Thimble Memories

It’s been a while since I’ve posted here. My life has been full. I took on a temporary employment position at a publishing company here in the Pioneer Valley and that assignment ended last week. During the six weeks I was working there, I had little time to clean my house, so the dust bunnies were multiplying in all the corners. This weekend I declared war on them, along with the collections of clutter that seemed to have a life of their own. In one collection of “stuff” I found a thimble. Perhaps it was where I found it, in the corner of our built-in bench in the front hallway, that brought back memories of playing “hide the thimble” (also called “I spy”) when I was a child. On winter evenings or Sundays, it was a favorite game of ours to each take a turn to hide the thimble somewhere in the living room with the doors closed and then we’d open the door and let everyone in to see who would be the first to say, “I spy.”

Datt loved to play “I spy” with us. On one winter evening, he called us all into the living room after hiding the thimble.

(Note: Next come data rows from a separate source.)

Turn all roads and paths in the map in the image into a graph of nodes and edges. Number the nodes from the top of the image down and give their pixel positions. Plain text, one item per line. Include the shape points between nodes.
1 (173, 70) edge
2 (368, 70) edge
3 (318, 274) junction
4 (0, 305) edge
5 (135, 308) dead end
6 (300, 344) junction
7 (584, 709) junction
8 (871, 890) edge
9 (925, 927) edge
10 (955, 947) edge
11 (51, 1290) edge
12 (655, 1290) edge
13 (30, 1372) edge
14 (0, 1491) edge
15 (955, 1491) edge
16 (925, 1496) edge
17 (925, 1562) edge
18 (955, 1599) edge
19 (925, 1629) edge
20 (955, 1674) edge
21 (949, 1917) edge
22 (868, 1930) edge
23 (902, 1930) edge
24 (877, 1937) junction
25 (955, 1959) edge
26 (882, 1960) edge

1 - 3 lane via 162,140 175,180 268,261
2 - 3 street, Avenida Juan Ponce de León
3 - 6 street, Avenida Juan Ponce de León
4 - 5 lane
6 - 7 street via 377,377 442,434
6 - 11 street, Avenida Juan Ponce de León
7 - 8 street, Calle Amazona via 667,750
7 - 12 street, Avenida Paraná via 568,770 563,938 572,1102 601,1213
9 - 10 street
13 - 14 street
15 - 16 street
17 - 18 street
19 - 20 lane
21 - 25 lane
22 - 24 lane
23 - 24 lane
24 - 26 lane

He sat in his hickory rocker and watched us go about the room, looking for the thimble. After a few minutes, no one had yet found it. I kept looking at Datt, to see where he was looking. But he kept looking down at his feet. I looked at his shoes, but the thimble was not attached to one of the hooks in his shoes, where he sometimes hid it. Nor could I find it on the shelf next to the clock or on the window sills, or any of the other hiding places. Finally we all told Datt we give up. But he still didn’t tell us where it was.

I don’t remember if someone finally did see it, or whether Datt finally told us. But it was a clever hiding place, either way. We had one of those red Coleman gas lanterns hanging from a hook on the ceiling. At the top of the lantern, there was a little metal piece that threaded onto the stem of the lantern to hold it together. It was the same color as the thimble, but not as big around. Datt had put the thimble over the top of that, so that the thimble looked like it belonged there.

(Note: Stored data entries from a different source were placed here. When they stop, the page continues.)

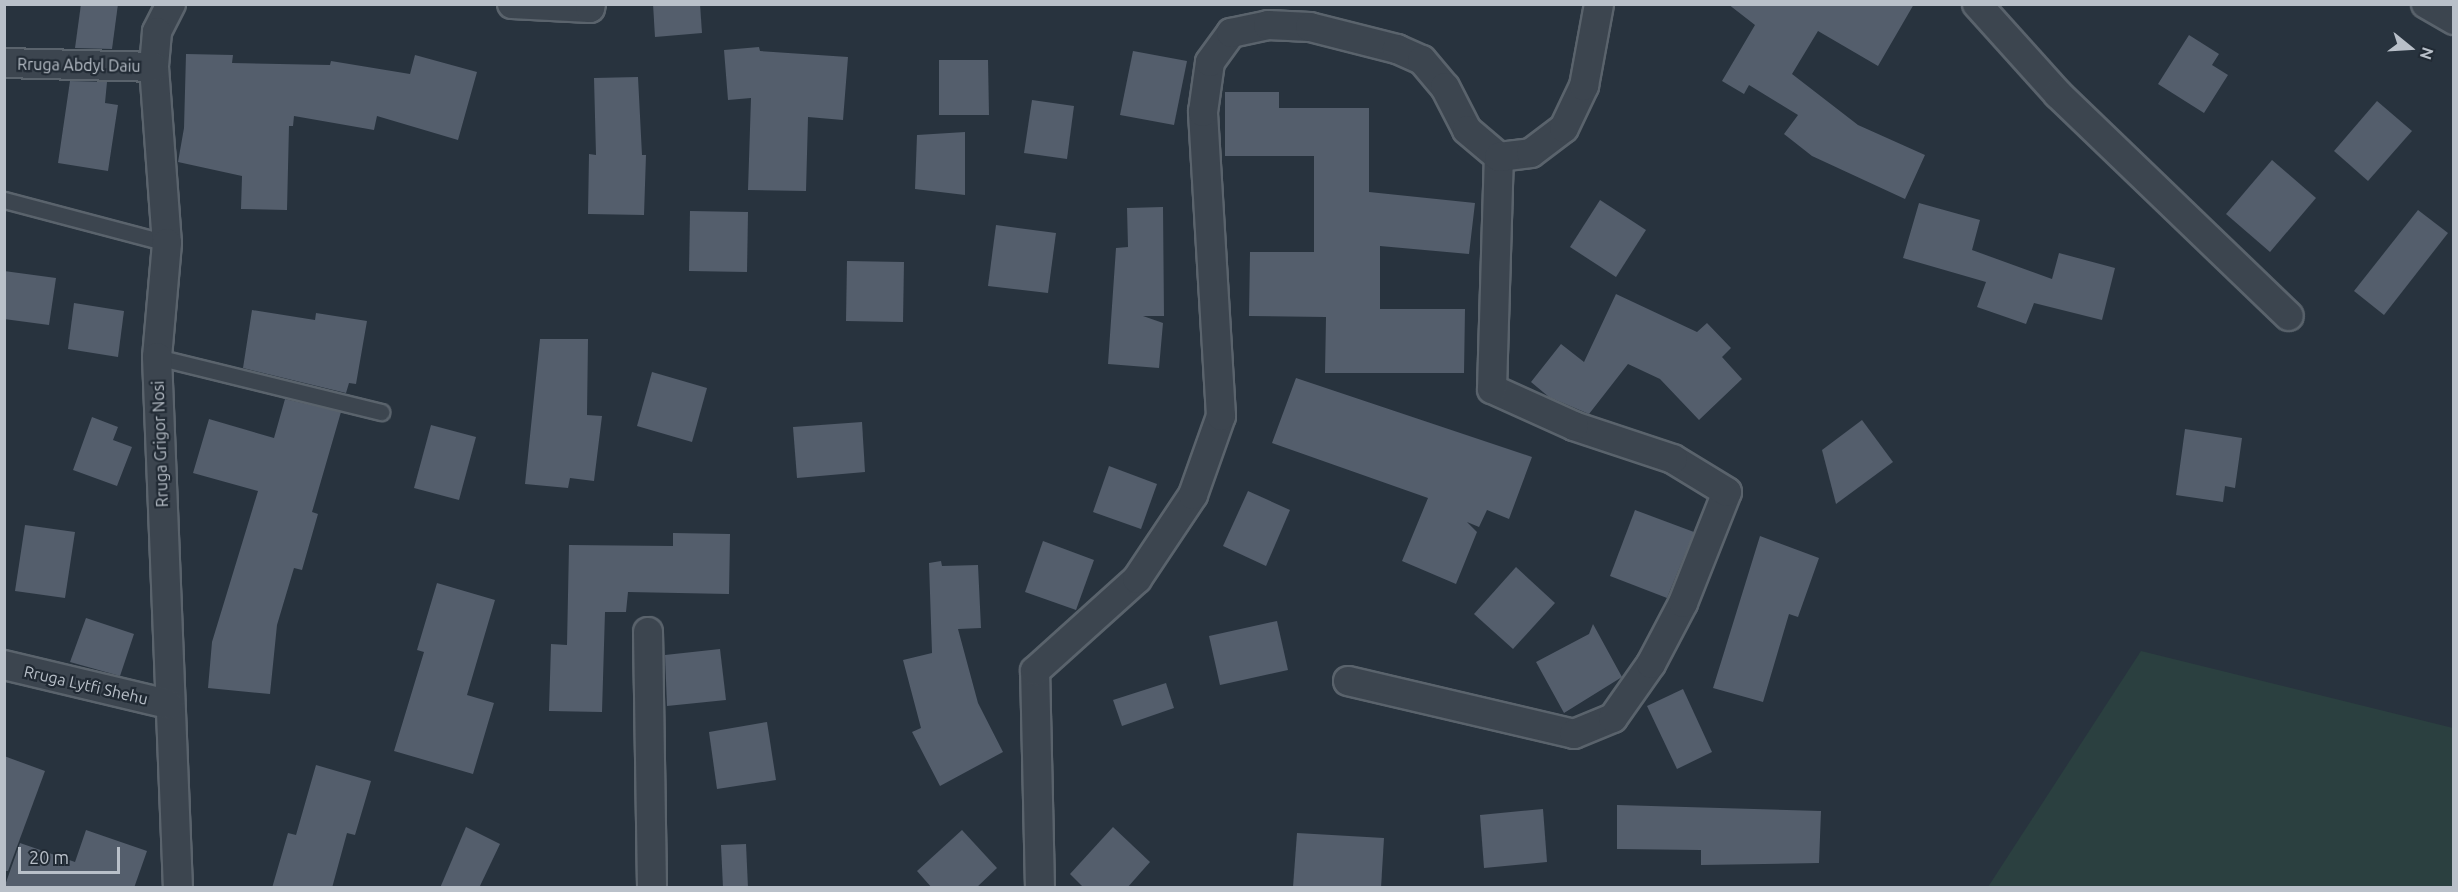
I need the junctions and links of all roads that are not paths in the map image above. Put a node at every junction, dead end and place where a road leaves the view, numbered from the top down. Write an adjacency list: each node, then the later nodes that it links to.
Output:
1 (171, 4): 9 (street, Rruga Grigor Nosi)
2 (512, 4): 3 (street)
3 (591, 4)
4 (1599, 4): 10 (street)
5 (1977, 4): 13 (street)
6 (2426, 4): 7 (street)
7 (2454, 20)
8 (4, 63): 9 (street, Rruga Abdyl Daiu)
9 (154, 67): 12 (street, Rruga Grigor Nosi)
10 (1499, 157): 18 (street); 22 (street)
11 (4, 200): 12 (lane)
12 (167, 243): 14 (street, Rruga Grigor Nosi)
13 (2289, 316)
14 (157, 357): 15 (lane); 19 (street, Rruga Grigor Nosi)
15 (381, 412)
16 (648, 632): 21 (street)
17 (4, 665): 19 (street, Rruga Lytfi Shehu)
18 (1348, 681)
19 (168, 704): 20 (street, Rruga Grigor Nosi)
20 (178, 888)
21 (652, 888)
22 (1040, 888)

The thimble had been on top of the lantern long enough that it had become to hot to handle and Datt had to use a potholder to take it down.

This memory then triggered another one. I will never forget how hard it was for me to use a thimble. My mother tried to teach me how, but I just I could not get used to that hard metal thimble on the end of my finger. And then it would fall off and roll across the floor. I became so frustrated. I finally told Mem I would learn how to sew without one. Mem, in her usual fashion said, “Suit yourself.”

I soon learned that there are some things that simply could not be sewn without a thimble. Quilting was just impossible without one. I tried. But when I had worn a little hole in the tip of my quilting finger, and I could feel the needle finding that hole every time I was pushing the needle through the quilt, I knew I had to learn to use a thimble after all. The feeling of the wrong end of the needle inside my finger was worse than the thimble. Mem must have known that I would eventually learn on my own, so she was wise in not pushing the issue.

It’s funny how something as small as a thimble can trigger childhood memories like that.

Did you play “I spy” as a child? What other games? Will you share?

In the spirit of playfulness, I am including a photo of the nick-knack shelf we inherited from David’s parents. Somewhere on that shelf is the thimble I found the other day.


Can you find it?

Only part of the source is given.